Shortly after Oak Bluffs police searched Mr. Koines's house and then arrested him on July 11, they issued a press release saying that their three-week investigation found that the teacher had stolen $7,000 worth of school-owned equipment and another $4,000 in food supplies which he used for his private pie business.
By mid-August, after an initial audit of the culinary program - completed by Mr. Rogers - police said Mr. Koines had pocketed $19,000 in checks from the Martha's Vineyard Rod & Gun Club, payment for catch-and-release tournament breakfasts prepared by the high school culinary students every June.
But Mr. Cash said his own investigation into the case against Mr. Koines showed that he had stolen only $1,500 worth of equipment and that much of the Rod & Gun Club money actually went to vendors and to students who worked for the events.
Now, some of those questions could be left for state auditors to answer.
Mr. Koines was ordered to pay $20,000 back to the regional high school. He has already paid back half and must pay the remainder by February of 2005, the end of his probation term.

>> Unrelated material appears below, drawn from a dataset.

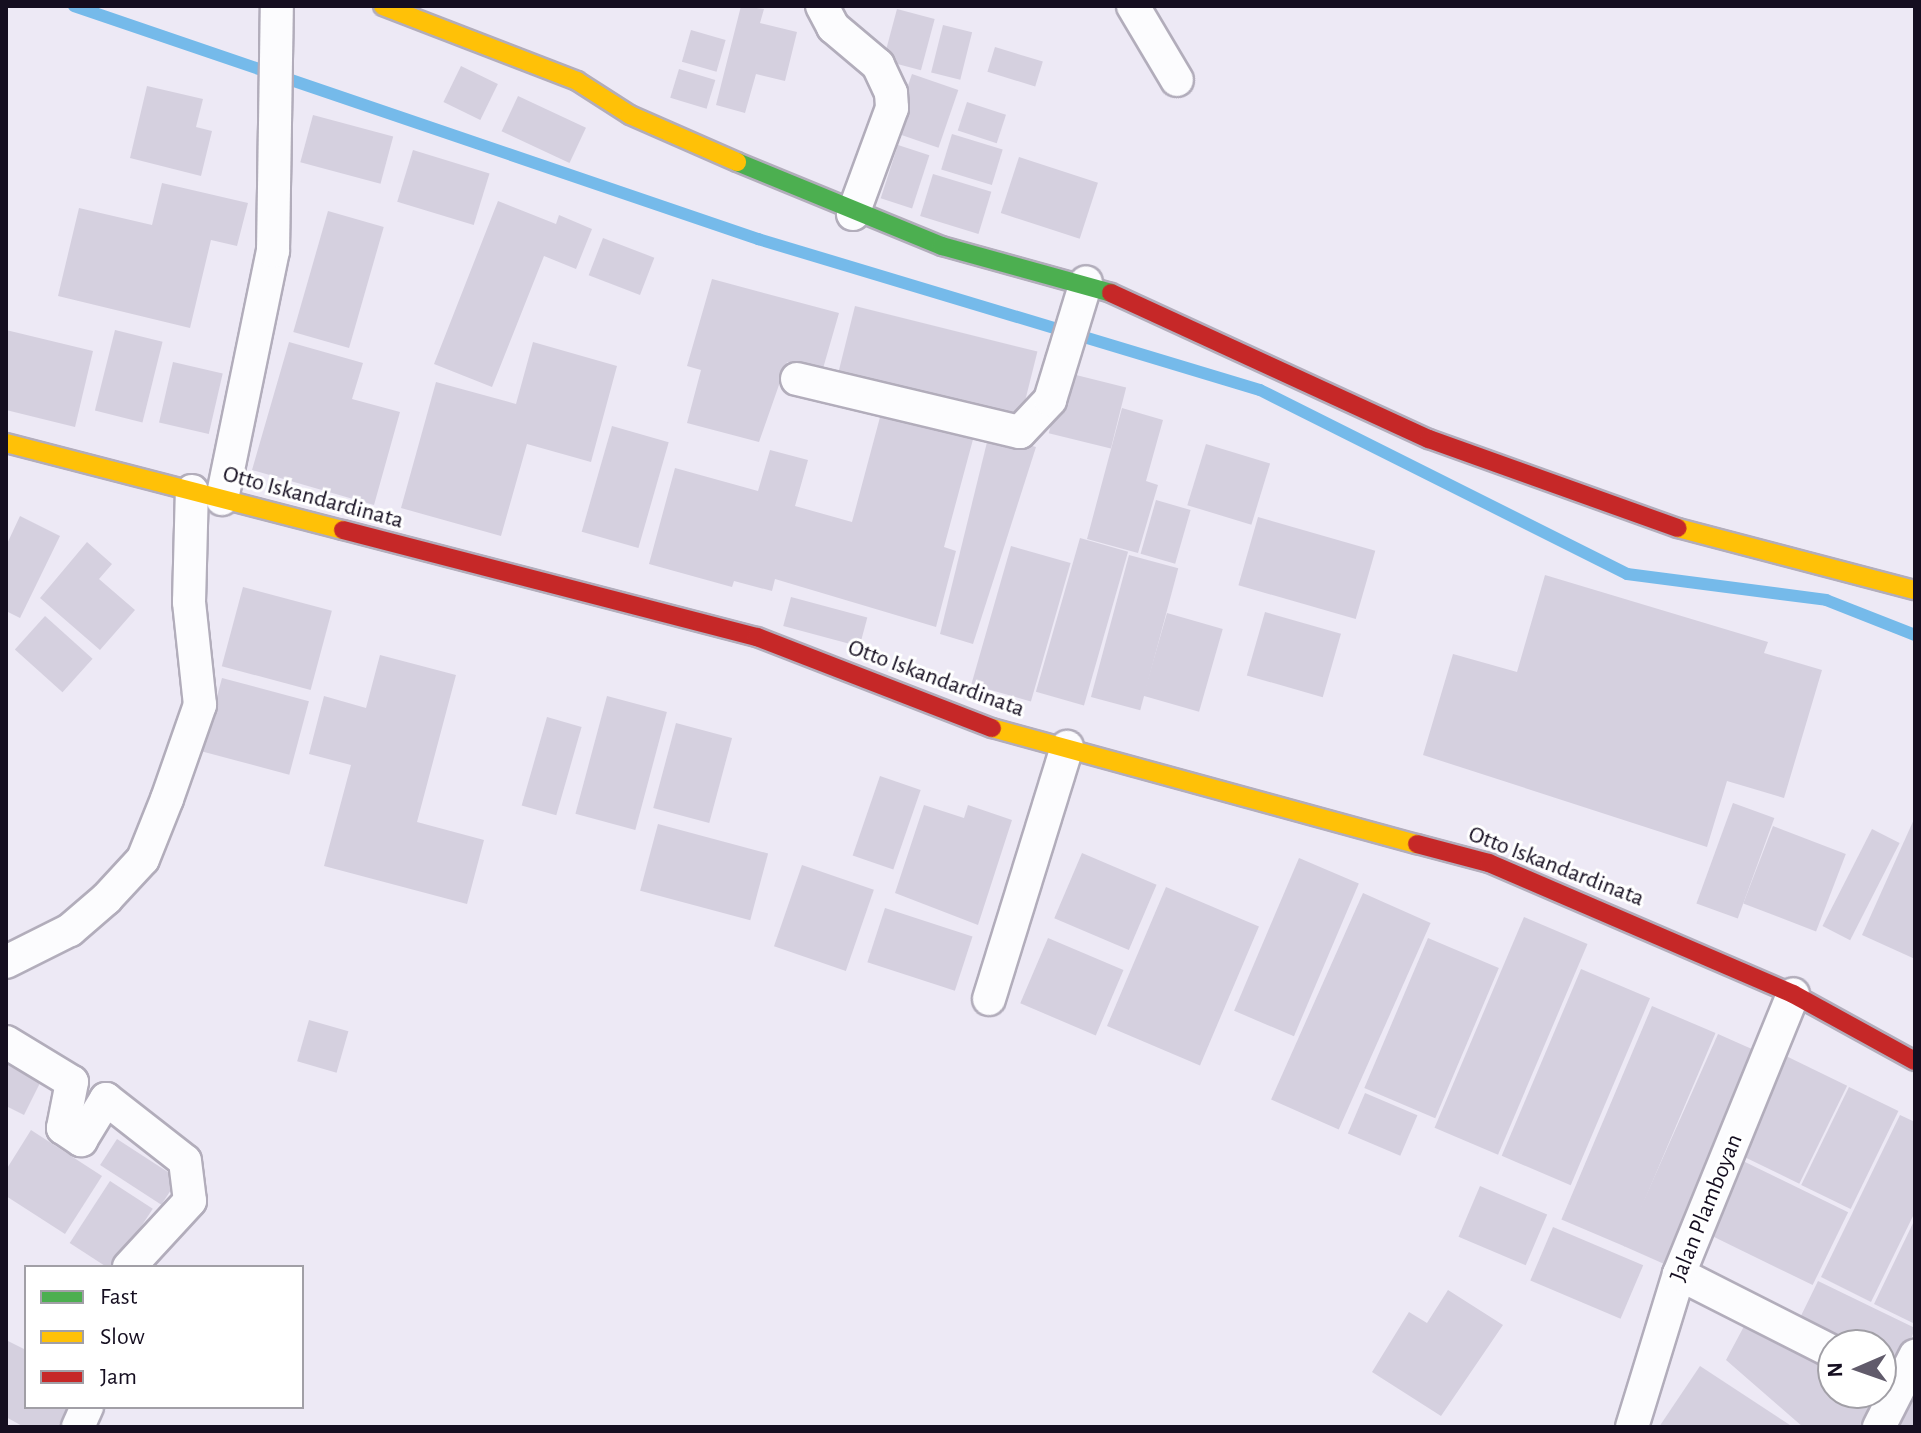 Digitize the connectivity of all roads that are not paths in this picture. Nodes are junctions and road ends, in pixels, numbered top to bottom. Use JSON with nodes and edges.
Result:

The former teacher, who admitted to the facts of the case when he appeared in Edgartown District Court in late August, was also ordered to perform more than 1,000 hours of community service. His case was continued without a finding for 18 months.
He will have a clean slate after that time if he meets the terms of the pay-back and stays out of legal trouble.
Last month, Mr. Koines faced the crowd at the high school library and apologized. Some called for compassion and an end to the controversy. Doug Debettencourt, a high school math teacher who sat next to Mr. Koines, said, "He's been through a living hell."
But the words left ringing in the ears of high school officials - the ones calling for more action and more accountability - were clearly louder.
In just two weeks, high school leaders will be unveiling next year's budget at a meeting of the all-Island selectmen, looking for support.
"They want to create a feeling of trust here," said Mr. Amaral. "That won't happen until they clear the air."